- [WHAT THE EXERCISE ASKS]:
Your job is to retype all of the data word for word, leaving every image out.

- [Stored items from a collection]:
......

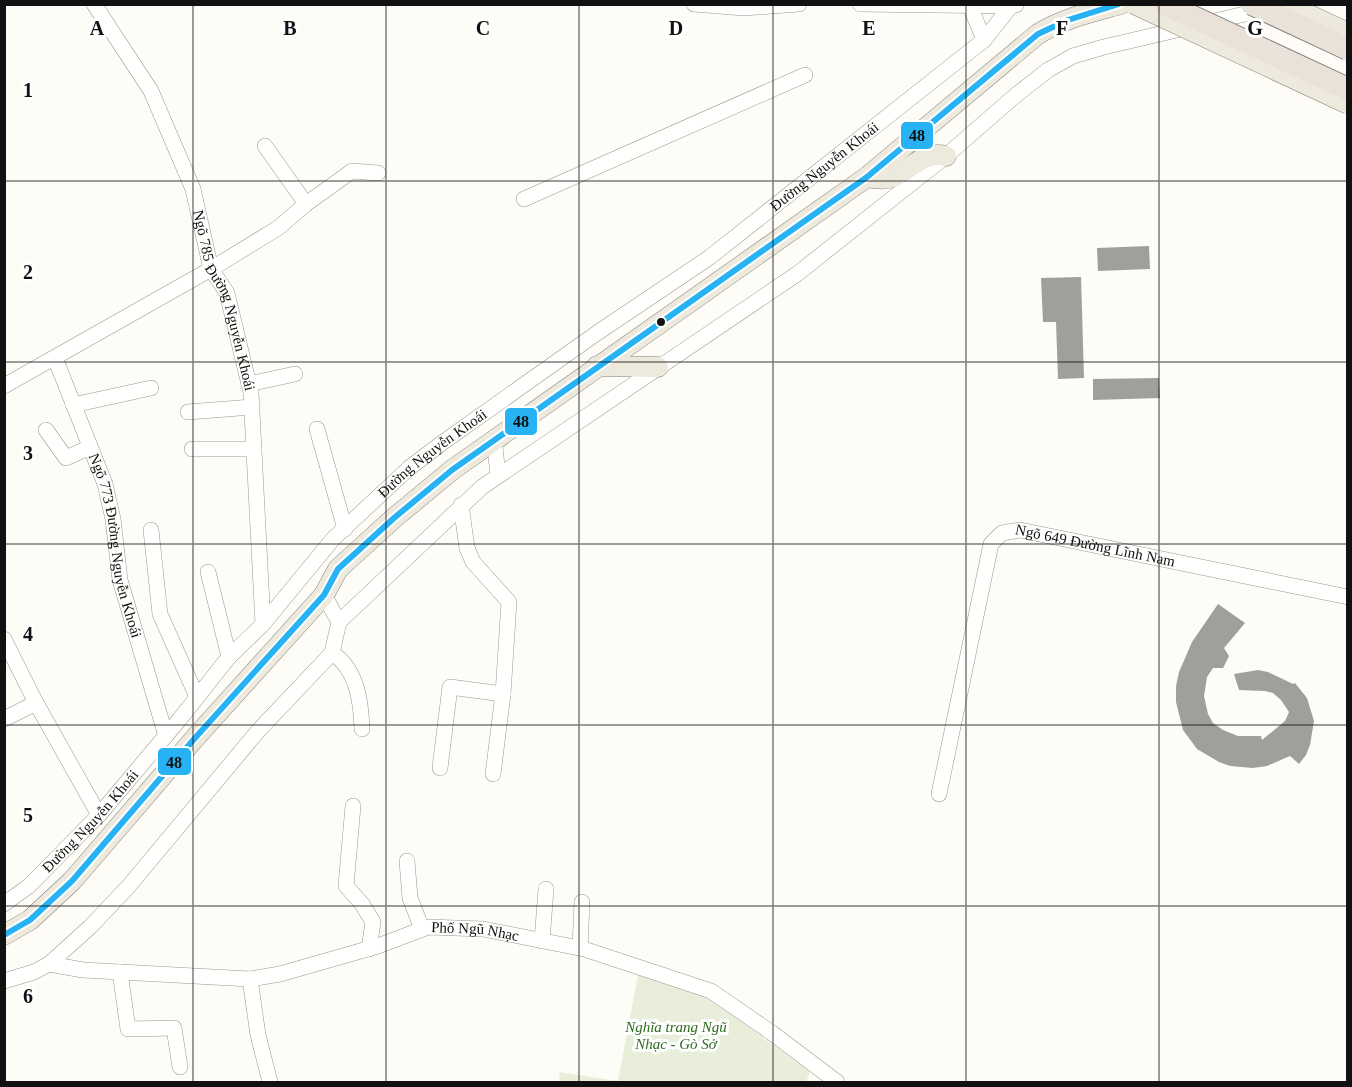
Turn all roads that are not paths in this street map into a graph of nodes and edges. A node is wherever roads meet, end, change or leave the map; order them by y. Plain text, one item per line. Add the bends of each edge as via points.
1 (94, 4) edge
2 (694, 4) edge
3 (800, 4) edge
4 (860, 4) edge
5 (1121, 4) edge
6 (1134, 4) edge
7 (1165, 4) edge
8 (1252, 4) edge
9 (1287, 4) edge
10 (1014, 5) edge
11 (970, 6) junction
12 (1347, 33) edge
13 (984, 40) junction
14 (1347, 49) edge
15 (805, 75) dead end
16 (1347, 89) edge
17 (1347, 104) edge
18 (265, 146) dead end
19 (946, 156) junction
20 (378, 172) dead end
21 (867, 177) junction
22 (524, 198) dead end
23 (306, 204) junction
24 (211, 269) junction
25 (55, 358) junction
26 (597, 366) junction
27 (658, 367) junction
28 (295, 374) dead end
29 (249, 384) junction
30 (4, 386) edge
31 (151, 388) dead end
32 (74, 405) junction
33 (252, 407) junction
34 (188, 412) dead end
35 (317, 429) dead end
36 (46, 430) dead end
37 (494, 438) junction
38 (90, 447) junction
39 (192, 449) dead end
40 (254, 449) junction
41 (498, 475) junction
42 (461, 505) junction
43 (345, 529) junction
44 (151, 530) dead end
45 (208, 572) dead end
46 (324, 595) junction
47 (1347, 597) edge
48 (339, 622) junction
49 (263, 624) junction
50 (4, 639) edge
51 (332, 653) junction
52 (229, 657) junction
53 (503, 694) junction
54 (197, 697) junction
55 (36, 703) junction
56 (4, 718) edge
57 (362, 729) dead end
58 (166, 736) junction
59 (440, 768) dead end
60 (493, 774) dead end
61 (939, 795) dead end
62 (353, 806) dead end
63 (99, 814) junction
64 (407, 861) dead end
65 (546, 889) dead end
66 (582, 902) dead end
67 (4, 904) edge
68 (422, 929) junction
69 (12, 931) edge
70 (542, 941) junction
71 (4, 947) edge
72 (580, 948) junction
73 (369, 949) junction
74 (49, 964) junction
75 (120, 972) junction
76 (250, 979) junction
77 (4, 981) edge
78 (180, 1067) dead end
79 (270, 1083) edge
80 (837, 1083) edge

1 - 24 street, Ngõ 785 Đường Nguyễn Khoái via 151,91 193,189
2 - 3 street via 744,8
4 - 11 street
5 - 21 main road, Đường Nguyễn Khoái via 1075,16 1038,34
6 - 17 main road, bridge
7 - 16 highway, bridge
8 - 14 highway, bridge
9 - 12 main road, bridge
9 - 19 street via 1073,56 1024,88
10 - 11 street
10 - 13 street, Đường Nguyễn Khoái
11 - 13 street
13 - 43 street, Đường Nguyễn Khoái via 710,257 409,468
15 - 22 street
18 - 23 street
19 - 21 main road via 927,156 893,177
19 - 27 street via 797,274
20 - 23 street via 352,171
21 - 26 main road, Đường Nguyễn Khoái
23 - 24 street via 278,228
24 - 25 street
24 - 29 street, Ngõ 785 Đường Nguyễn Khoái via 227,293
25 - 30 street
25 - 32 street, Ngõ 773 Đường Nguyễn Khoái
26 - 27 main road
26 - 37 main road, Đường Nguyễn Khoái
27 - 41 street
28 - 29 street
29 - 33 street, Ngõ 785 Đường Nguyễn Khoái
31 - 32 street
32 - 38 street, Ngõ 773 Đường Nguyễn Khoái
33 - 34 street
33 - 40 street, Ngõ 785 Đường Nguyễn Khoái
35 - 43 street
36 - 38 street via 66,458
37 - 41 street
37 - 46 main road, Đường Nguyễn Khoái via 394,518 338,569
38 - 58 street, Ngõ 773 Đường Nguyễn Khoái via 105,484 120,580
39 - 40 street
40 - 49 street, Ngõ 785 Đường Nguyễn Khoái
41 - 42 street
42 - 48 street
42 - 53 street via 473,562 509,602
43 - 49 street, Đường Nguyễn Khoái
44 - 54 street via 160,614
45 - 52 street
46 - 48 street
46 - 69 main road, Đường Nguyễn Khoái via 79,873 32,918
47 - 61 street, Ngõ 649 Đường Lĩnh Nam via 1020,530 1002,533 991,544
48 - 51 street
49 - 52 street, Đường Nguyễn Khoái
50 - 55 street
51 - 57 street via 350,674 360,698
51 - 74 street via 258,731 128,887
52 - 54 street, Đường Nguyễn Khoái
53 - 59 street via 450,687
53 - 60 street
54 - 58 street, Đường Nguyễn Khoái
55 - 56 street
55 - 63 street
58 - 63 street, Đường Nguyễn Khoái
62 - 73 street via 346,886 373,922
63 - 67 street, Đường Nguyễn Khoái via 29,886
64 - 68 street via 410,898
65 - 70 street
66 - 72 street
68 - 70 street, Phố Ngũ Nhạc via 483,928
68 - 73 street, Phố Ngũ Nhạc
69 - 71 main road, Đường Nguyễn Khoái
70 - 72 street, Phố Ngũ Nhạc
72 - 80 street, Phố Ngũ Nhạc via 711,991
73 - 76 street, Phố Ngũ Nhạc
74 - 75 street, Phố Ngũ Nhạc
74 - 77 street
75 - 76 street, Phố Ngũ Nhạc
75 - 78 street via 128,1029 174,1028
76 - 79 street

......

- [EXERCISE SOLUTION]:
Turn all roads that are not paths in this street map into a graph of nodes and edges. A node is wherever roads meet, end, change or leave the map; order them by y. Plain text, one item per line. Add the bends of each edge as via points.
1 (94, 4) edge
2 (694, 4) edge
3 (800, 4) edge
4 (860, 4) edge
5 (1121, 4) edge
6 (1134, 4) edge
7 (1165, 4) edge
8 (1252, 4) edge
9 (1287, 4) edge
10 (1014, 5) edge
11 (970, 6) junction
12 (1347, 33) edge
13 (984, 40) junction
14 (1347, 49) edge
15 (805, 75) dead end
16 (1347, 89) edge
17 (1347, 104) edge
18 (265, 146) dead end
19 (946, 156) junction
20 (378, 172) dead end
21 (867, 177) junction
22 (524, 198) dead end
23 (306, 204) junction
24 (211, 269) junction
25 (55, 358) junction
26 (597, 366) junction
27 (658, 367) junction
28 (295, 374) dead end
29 (249, 384) junction
30 (4, 386) edge
31 (151, 388) dead end
32 (74, 405) junction
33 (252, 407) junction
34 (188, 412) dead end
35 (317, 429) dead end
36 (46, 430) dead end
37 (494, 438) junction
38 (90, 447) junction
39 (192, 449) dead end
40 (254, 449) junction
41 (498, 475) junction
42 (461, 505) junction
43 (345, 529) junction
44 (151, 530) dead end
45 (208, 572) dead end
46 (324, 595) junction
47 (1347, 597) edge
48 (339, 622) junction
49 (263, 624) junction
50 (4, 639) edge
51 (332, 653) junction
52 (229, 657) junction
53 (503, 694) junction
54 (197, 697) junction
55 (36, 703) junction
56 (4, 718) edge
57 (362, 729) dead end
58 (166, 736) junction
59 (440, 768) dead end
60 (493, 774) dead end
61 (939, 795) dead end
62 (353, 806) dead end
63 (99, 814) junction
64 (407, 861) dead end
65 (546, 889) dead end
66 (582, 902) dead end
67 (4, 904) edge
68 (422, 929) junction
69 (12, 931) edge
70 (542, 941) junction
71 (4, 947) edge
72 (580, 948) junction
73 (369, 949) junction
74 (49, 964) junction
75 (120, 972) junction
76 (250, 979) junction
77 (4, 981) edge
78 (180, 1067) dead end
79 (270, 1083) edge
80 (837, 1083) edge

1 - 24 street, Ngõ 785 Đường Nguyễn Khoái via 151,91 193,189
2 - 3 street via 744,8
4 - 11 street
5 - 21 main road, Đường Nguyễn Khoái via 1075,16 1038,34
6 - 17 main road, bridge
7 - 16 highway, bridge
8 - 14 highway, bridge
9 - 12 main road, bridge
9 - 19 street via 1073,56 1024,88
10 - 11 street
10 - 13 street, Đường Nguyễn Khoái
11 - 13 street
13 - 43 street, Đường Nguyễn Khoái via 710,257 409,468
15 - 22 street
18 - 23 street
19 - 21 main road via 927,156 893,177
19 - 27 street via 797,274
20 - 23 street via 352,171
21 - 26 main road, Đường Nguyễn Khoái
23 - 24 street via 278,228
24 - 25 street
24 - 29 street, Ngõ 785 Đường Nguyễn Khoái via 227,293
25 - 30 street
25 - 32 street, Ngõ 773 Đường Nguyễn Khoái
26 - 27 main road
26 - 37 main road, Đường Nguyễn Khoái
27 - 41 street
28 - 29 street
29 - 33 street, Ngõ 785 Đường Nguyễn Khoái
31 - 32 street
32 - 38 street, Ngõ 773 Đường Nguyễn Khoái
33 - 34 street
33 - 40 street, Ngõ 785 Đường Nguyễn Khoái
35 - 43 street
36 - 38 street via 66,458
37 - 41 street
37 - 46 main road, Đường Nguyễn Khoái via 394,518 338,569
38 - 58 street, Ngõ 773 Đường Nguyễn Khoái via 105,484 120,580
39 - 40 street
40 - 49 street, Ngõ 785 Đường Nguyễn Khoái
41 - 42 street
42 - 48 street
42 - 53 street via 473,562 509,602
43 - 49 street, Đường Nguyễn Khoái
44 - 54 street via 160,614
45 - 52 street
46 - 48 street
46 - 69 main road, Đường Nguyễn Khoái via 79,873 32,918
47 - 61 street, Ngõ 649 Đường Lĩnh Nam via 1020,530 1002,533 991,544
48 - 51 street
49 - 52 street, Đường Nguyễn Khoái
50 - 55 street
51 - 57 street via 350,674 360,698
51 - 74 street via 258,731 128,887
52 - 54 street, Đường Nguyễn Khoái
53 - 59 street via 450,687
53 - 60 street
54 - 58 street, Đường Nguyễn Khoái
55 - 56 street
55 - 63 street
58 - 63 street, Đường Nguyễn Khoái
62 - 73 street via 346,886 373,922
63 - 67 street, Đường Nguyễn Khoái via 29,886
64 - 68 street via 410,898
65 - 70 street
66 - 72 street
68 - 70 street, Phố Ngũ Nhạc via 483,928
68 - 73 street, Phố Ngũ Nhạc
69 - 71 main road, Đường Nguyễn Khoái
70 - 72 street, Phố Ngũ Nhạc
72 - 80 street, Phố Ngũ Nhạc via 711,991
73 - 76 street, Phố Ngũ Nhạc
74 - 75 street, Phố Ngũ Nhạc
74 - 77 street
75 - 76 street, Phố Ngũ Nhạc
75 - 78 street via 128,1029 174,1028
76 - 79 street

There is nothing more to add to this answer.